Top of Listed records

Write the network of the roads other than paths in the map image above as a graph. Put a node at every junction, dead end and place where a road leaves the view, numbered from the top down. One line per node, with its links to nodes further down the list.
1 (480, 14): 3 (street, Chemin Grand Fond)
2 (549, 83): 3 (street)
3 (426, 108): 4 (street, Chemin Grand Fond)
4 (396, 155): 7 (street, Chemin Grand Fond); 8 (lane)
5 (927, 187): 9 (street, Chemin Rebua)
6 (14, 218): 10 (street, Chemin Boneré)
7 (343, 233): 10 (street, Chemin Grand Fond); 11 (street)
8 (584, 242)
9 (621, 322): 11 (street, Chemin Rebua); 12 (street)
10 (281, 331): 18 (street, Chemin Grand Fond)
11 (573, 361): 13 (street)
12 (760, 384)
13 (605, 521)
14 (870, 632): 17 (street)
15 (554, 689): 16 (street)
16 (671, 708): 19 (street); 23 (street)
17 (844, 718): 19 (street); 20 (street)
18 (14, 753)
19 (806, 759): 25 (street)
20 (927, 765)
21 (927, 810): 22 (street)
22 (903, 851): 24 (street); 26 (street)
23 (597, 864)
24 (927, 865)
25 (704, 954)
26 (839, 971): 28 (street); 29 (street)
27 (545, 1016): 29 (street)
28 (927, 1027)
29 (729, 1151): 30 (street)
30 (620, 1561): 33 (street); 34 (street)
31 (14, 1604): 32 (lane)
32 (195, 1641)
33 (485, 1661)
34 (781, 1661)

Bottom of Listed records

▶ **Your goal**
Extract all of the data shown above and repeat it verbatim.

▶ **Finished exercise**
Write the network of the roads other than paths in the map image above as a graph. Put a node at every junction, dead end and place where a road leaves the view, numbered from the top down. One line per node, with its links to nodes further down the list.
1 (480, 14): 3 (street, Chemin Grand Fond)
2 (549, 83): 3 (street)
3 (426, 108): 4 (street, Chemin Grand Fond)
4 (396, 155): 7 (street, Chemin Grand Fond); 8 (lane)
5 (927, 187): 9 (street, Chemin Rebua)
6 (14, 218): 10 (street, Chemin Boneré)
7 (343, 233): 10 (street, Chemin Grand Fond); 11 (street)
8 (584, 242)
9 (621, 322): 11 (street, Chemin Rebua); 12 (street)
10 (281, 331): 18 (street, Chemin Grand Fond)
11 (573, 361): 13 (street)
12 (760, 384)
13 (605, 521)
14 (870, 632): 17 (street)
15 (554, 689): 16 (street)
16 (671, 708): 19 (street); 23 (street)
17 (844, 718): 19 (street); 20 (street)
18 (14, 753)
19 (806, 759): 25 (street)
20 (927, 765)
21 (927, 810): 22 (street)
22 (903, 851): 24 (street); 26 (street)
23 (597, 864)
24 (927, 865)
25 (704, 954)
26 (839, 971): 28 (street); 29 (street)
27 (545, 1016): 29 (street)
28 (927, 1027)
29 (729, 1151): 30 (street)
30 (620, 1561): 33 (street); 34 (street)
31 (14, 1604): 32 (lane)
32 (195, 1641)
33 (485, 1661)
34 (781, 1661)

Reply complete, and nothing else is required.